Work request:
Among the entries below, find every line that contains the string "Stryjeńskich", then copy it.

(Record extracts Opens)

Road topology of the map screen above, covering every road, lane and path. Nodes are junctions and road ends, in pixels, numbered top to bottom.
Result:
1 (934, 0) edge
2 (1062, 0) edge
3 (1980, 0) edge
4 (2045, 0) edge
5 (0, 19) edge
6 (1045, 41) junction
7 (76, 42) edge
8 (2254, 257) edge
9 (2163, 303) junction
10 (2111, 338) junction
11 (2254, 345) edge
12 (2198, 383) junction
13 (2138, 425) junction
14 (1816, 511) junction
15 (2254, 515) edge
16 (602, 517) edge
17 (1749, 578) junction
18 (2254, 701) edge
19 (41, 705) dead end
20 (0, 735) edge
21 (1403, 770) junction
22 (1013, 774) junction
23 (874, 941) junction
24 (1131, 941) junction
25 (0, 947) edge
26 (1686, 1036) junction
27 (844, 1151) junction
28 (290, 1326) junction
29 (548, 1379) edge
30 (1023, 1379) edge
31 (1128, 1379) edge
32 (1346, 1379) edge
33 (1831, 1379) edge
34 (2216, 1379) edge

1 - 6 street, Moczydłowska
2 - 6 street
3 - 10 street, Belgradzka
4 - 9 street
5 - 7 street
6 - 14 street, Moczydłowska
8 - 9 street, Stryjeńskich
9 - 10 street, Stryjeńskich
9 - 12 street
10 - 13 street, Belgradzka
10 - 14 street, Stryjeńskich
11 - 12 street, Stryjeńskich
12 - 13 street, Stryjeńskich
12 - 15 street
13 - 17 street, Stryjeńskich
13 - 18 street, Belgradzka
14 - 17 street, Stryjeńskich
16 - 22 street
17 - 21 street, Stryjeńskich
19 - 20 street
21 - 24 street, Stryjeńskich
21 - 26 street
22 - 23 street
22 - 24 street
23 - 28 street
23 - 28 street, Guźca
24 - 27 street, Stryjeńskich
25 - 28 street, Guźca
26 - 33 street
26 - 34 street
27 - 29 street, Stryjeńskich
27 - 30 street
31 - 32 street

(Record extracts Closes)

Exercise solution:
8 - 9 street, Stryjeńskich
9 - 10 street, Stryjeńskich
10 - 14 street, Stryjeńskich
11 - 12 street, Stryjeńskich
12 - 13 street, Stryjeńskich
13 - 17 street, Stryjeńskich
14 - 17 street, Stryjeńskich
17 - 21 street, Stryjeńskich
21 - 24 street, Stryjeńskich
24 - 27 street, Stryjeńskich
27 - 29 street, Stryjeńskich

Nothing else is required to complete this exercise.